“How should I know how ….

~ To allow the partners to keep drawing profits at the same level as 2007/8.

~ To cut the Gordian knot that binds the profession to its historical perspective.

~ To keep the partners motivated.

~ TO KEEP MY SANITY.

~ To keep the bank from losing its nerve.

~ To keep the staff motivated and on target (I dare not give the game away).

~ To understand which horses to back.

~ To know how Jackson/Ken Clarke will affect our PI/ClinNeg practice.”

These and many more unanswered questions will be running through the mind of many Managing Partners. It is a lonely job at the best of times but, right now, they will feel a complete sense of despondency in having to face up to so many issues, many of which do not evince of an answer.

No one likes failure but there will many partnerships who are staring into the abyss and many who will be teetering on the edge of disaster. I would not be surprised if you don’t see a few throw in the towel or get rapidly absorbed.

I have lived and worked through a number of recessions but this one is entirely different. We are so far down the rabbit hole that it will be many years before we can expect to see sustained growth, and I think for my generation it will manifestly affect the way we manage our financial position.

There is no simple answer to the woes of the profession. The best advice may simply be to keep the purse strings pulled shut and carry on as before. But I think that is far too conservative and a missed opportunity.

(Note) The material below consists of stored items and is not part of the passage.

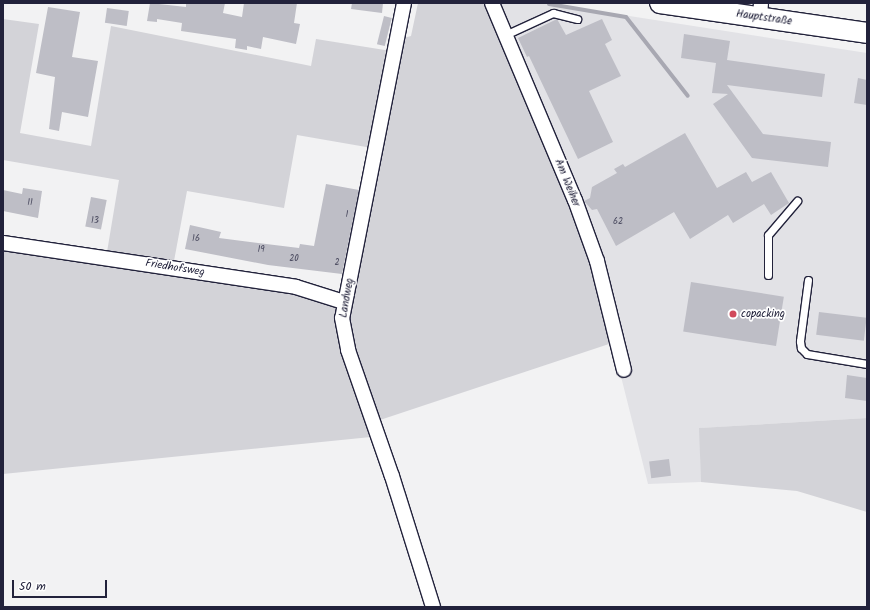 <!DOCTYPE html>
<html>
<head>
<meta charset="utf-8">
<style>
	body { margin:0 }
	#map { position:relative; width:870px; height:610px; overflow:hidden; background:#f2f2f3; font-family:Kalam,sans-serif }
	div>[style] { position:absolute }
	.built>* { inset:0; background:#e2e2e6 }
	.green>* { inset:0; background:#d3d3d8 }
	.stream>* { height:4px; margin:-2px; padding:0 2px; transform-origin:2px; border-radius:2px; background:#a8a8b2 }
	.building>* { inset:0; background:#bebec6; transform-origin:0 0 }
	.roads { filter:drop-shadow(1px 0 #22223b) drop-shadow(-1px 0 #22223b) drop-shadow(0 1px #22223b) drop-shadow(0 -1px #22223b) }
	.service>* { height:7px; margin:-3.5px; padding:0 3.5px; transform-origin:3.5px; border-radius:3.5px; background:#fff }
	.minor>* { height:14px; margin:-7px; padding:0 7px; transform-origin:7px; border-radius:7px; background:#fff }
	.secondary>* { height:20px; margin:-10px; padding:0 10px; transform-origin:10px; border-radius:10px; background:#fff }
	.dots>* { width:11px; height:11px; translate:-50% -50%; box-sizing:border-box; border:2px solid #fff; border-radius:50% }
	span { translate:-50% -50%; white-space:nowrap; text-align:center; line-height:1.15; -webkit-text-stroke:3.5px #fff; paint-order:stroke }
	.number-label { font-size:9px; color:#49495e }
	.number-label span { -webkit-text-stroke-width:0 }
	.street-label { font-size:11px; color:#22223b }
	.poi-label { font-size:11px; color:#22223b }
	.left { translate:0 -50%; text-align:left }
	.frame { position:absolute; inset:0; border:4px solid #22223b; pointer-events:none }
	.scale { position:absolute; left:12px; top:580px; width:95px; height:18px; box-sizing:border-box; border:2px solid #22223b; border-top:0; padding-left:5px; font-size:12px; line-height:14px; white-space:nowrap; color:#22223b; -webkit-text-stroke:3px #fff; paint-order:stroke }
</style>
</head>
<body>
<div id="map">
	<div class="built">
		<i style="clip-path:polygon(486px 3px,546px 3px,867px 53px,867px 418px,700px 428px,701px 482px,648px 484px,599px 289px)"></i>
	</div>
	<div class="green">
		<i style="clip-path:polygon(418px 3px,486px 3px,588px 247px,612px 343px,377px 421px,353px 345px,344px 302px,400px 39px,411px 36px)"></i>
		<i style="clip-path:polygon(3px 19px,39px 24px,20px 133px,91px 146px,111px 26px,311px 66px,316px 39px,391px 51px,372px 148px,297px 135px,284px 208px,187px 191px,174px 261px,107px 252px,119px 180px,3px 160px)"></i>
		<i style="clip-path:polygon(3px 247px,295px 288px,343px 302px,371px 437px,3px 474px)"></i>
		<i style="clip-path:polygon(867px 418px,867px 512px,797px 491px,701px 482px,699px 428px)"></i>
	</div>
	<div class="stream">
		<i style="left:549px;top:4px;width:78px;rotate:9.6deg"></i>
		<i style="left:626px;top:17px;width:100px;rotate:51.9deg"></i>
	</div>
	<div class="building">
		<i style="clip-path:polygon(150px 3px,186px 7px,186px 3px,225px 3px,223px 13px,242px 17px,244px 3px,297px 3px,294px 23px,300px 24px,296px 44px,263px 37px,261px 49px,247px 46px,247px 50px,235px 48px,236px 39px,181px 31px,182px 23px,157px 19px,157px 22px,147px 21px)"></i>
		<i style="clip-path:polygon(352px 3px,383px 3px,382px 13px,351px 9px)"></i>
		<i style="clip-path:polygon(48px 7px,80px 12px,72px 57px,98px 61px,88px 117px,62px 112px,59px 131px,49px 129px,55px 77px,36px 73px)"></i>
		<i style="left:107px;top:8px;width:22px;height:15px;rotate:8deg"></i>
		<i style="left:384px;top:16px;width:8px;height:29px;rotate:14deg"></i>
		<i style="clip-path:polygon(557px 19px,566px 35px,602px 19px,612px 40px,605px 44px,621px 76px,589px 91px,613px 142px,578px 159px,529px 56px,527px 57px,518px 38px)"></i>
		<i style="clip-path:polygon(684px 34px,730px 41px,727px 60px,825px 74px,822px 97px,727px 85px,763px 134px,831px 142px,828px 167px,752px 158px,713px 104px,728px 94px,712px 93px,716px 63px,681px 58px)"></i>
		<i style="clip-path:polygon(858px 78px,867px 80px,867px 105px,854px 103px)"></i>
		<i style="clip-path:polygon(685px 133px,717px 188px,746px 172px,752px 182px,771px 172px,789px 203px,771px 215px,764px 204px,733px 223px,728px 215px,690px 239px,674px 212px,616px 246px,597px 209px,592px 210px,584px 201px,590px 198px,592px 187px,617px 173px,614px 169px,623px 164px,625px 167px)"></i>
		<i style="clip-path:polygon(326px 184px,359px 190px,342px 274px,268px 265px,185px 249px,190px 225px,221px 232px,219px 238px,299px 248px,300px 244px,314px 246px)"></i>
		<i style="clip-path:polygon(23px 188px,42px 191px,38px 218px,3px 211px,3px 190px,22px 194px)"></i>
		<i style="left:91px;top:197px;width:16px;height:30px;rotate:11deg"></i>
		<i style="left:691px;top:282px;width:94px;height:50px;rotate:9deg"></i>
		<i style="left:819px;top:312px;width:48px;height:23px;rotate:7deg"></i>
		<i style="clip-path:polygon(847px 375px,867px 378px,867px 401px,845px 398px)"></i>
		<i style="left:669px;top:459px;width:17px;height:20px;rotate:83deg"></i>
	</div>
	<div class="roads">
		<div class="service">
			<i style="left:505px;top:35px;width:53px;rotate:-24.6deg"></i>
			<i style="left:553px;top:13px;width:25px;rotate:14deg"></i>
			<i style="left:768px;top:275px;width:40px;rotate:-90deg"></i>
			<i style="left:768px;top:235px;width:45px;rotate:-49.5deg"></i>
			<i style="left:808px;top:280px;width:62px;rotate:97.5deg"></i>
			<i style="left:800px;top:341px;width:7px;rotate:82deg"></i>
			<i style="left:801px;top:348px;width:8px;rotate:45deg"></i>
			<i style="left:807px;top:354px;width:61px;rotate:9.5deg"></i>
		</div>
		<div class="minor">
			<i style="left:404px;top:3px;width:321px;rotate:101.1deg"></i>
			<i style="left:342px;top:318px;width:33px;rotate:79deg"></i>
			<i style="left:348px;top:350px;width:133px;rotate:70.8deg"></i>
			<i style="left:392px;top:476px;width:137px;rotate:72.6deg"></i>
			<i style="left:492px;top:3px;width:214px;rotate:67.2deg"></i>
			<i style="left:575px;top:200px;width:65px;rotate:70.2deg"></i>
			<i style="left:597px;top:261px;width:112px;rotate:76.1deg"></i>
			<i style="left:760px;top:17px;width:14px;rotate:-86deg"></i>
			<i style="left:3px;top:243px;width:296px;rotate:8.5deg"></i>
			<i style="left:296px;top:287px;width:50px;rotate:17.4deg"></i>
		</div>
		<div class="secondary">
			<i style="left:660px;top:3px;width:209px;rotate:8.2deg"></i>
		</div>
	</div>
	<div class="dots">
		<i style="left:733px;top:314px;background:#d1495b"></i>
	</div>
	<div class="number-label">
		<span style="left:30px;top:203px">11</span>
		<span style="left:347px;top:215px">1</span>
		<span style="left:95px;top:221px">13</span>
		<span style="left:618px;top:222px">62</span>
		<span style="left:196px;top:239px">16</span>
		<span style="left:261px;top:250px">19</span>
		<span style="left:294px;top:259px">20</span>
		<span style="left:337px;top:263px">2</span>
	</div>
	<div class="street-label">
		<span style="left:764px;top:18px;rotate:8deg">Hauptstraße</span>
		<span style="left:567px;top:183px;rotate:68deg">Am Weiher</span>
		<span style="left:175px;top:268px;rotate:9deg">Friedhofsweg</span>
		<span style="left:347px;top:298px;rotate:-80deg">Landweg</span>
	</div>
	<div class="poi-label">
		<span class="left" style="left:741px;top:314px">copacking</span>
	</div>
	<div class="frame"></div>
	<div class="scale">50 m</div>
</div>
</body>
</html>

Right now those firms who have the mildest of entrepreneurial spirit should be focusing on what they really stand for. They need not become inward-looking but instead must identify their very best (service) features, continue to improve those and look for a big fat edge in the market. Sure they offer similar service lines to other firms but if they can get the right people to deliver the service in a way like no one else, then sooner or later they will see an upturn in their client retention, WOM referrals and new client wins. Clients, no matter how loyal, will want to know that if they are paying for a personalised, premium service that they will be treated as something other than a commodity.

This is not rocket science but it is amazing how many firms are not making any effort to differentiate their service offering.

If you are not convinced that this provides a way forward, then start spending more time developing your people. That doesn’t have to mean spending oodles on external training but just getting your partners to practice MBWA (Managing by Wandering About), which is still rock solid even though it was spoken about by Tom Peters as long ago as 1982.

And finally if that wasn’t enough, and no doubt the toughest proposition to embrace, is to get the partners to take a long hard look in the mirror and ask themselves, like any other business owner, should they be taking less out of the business and putting more effort into generating work. Too many partners have sought shelter behind their desks when they should be out meeting clients.

The legal profession still has a future but it won’t look anything like the here and now. It will be smaller, more specialist and lawyers will be doing more for less.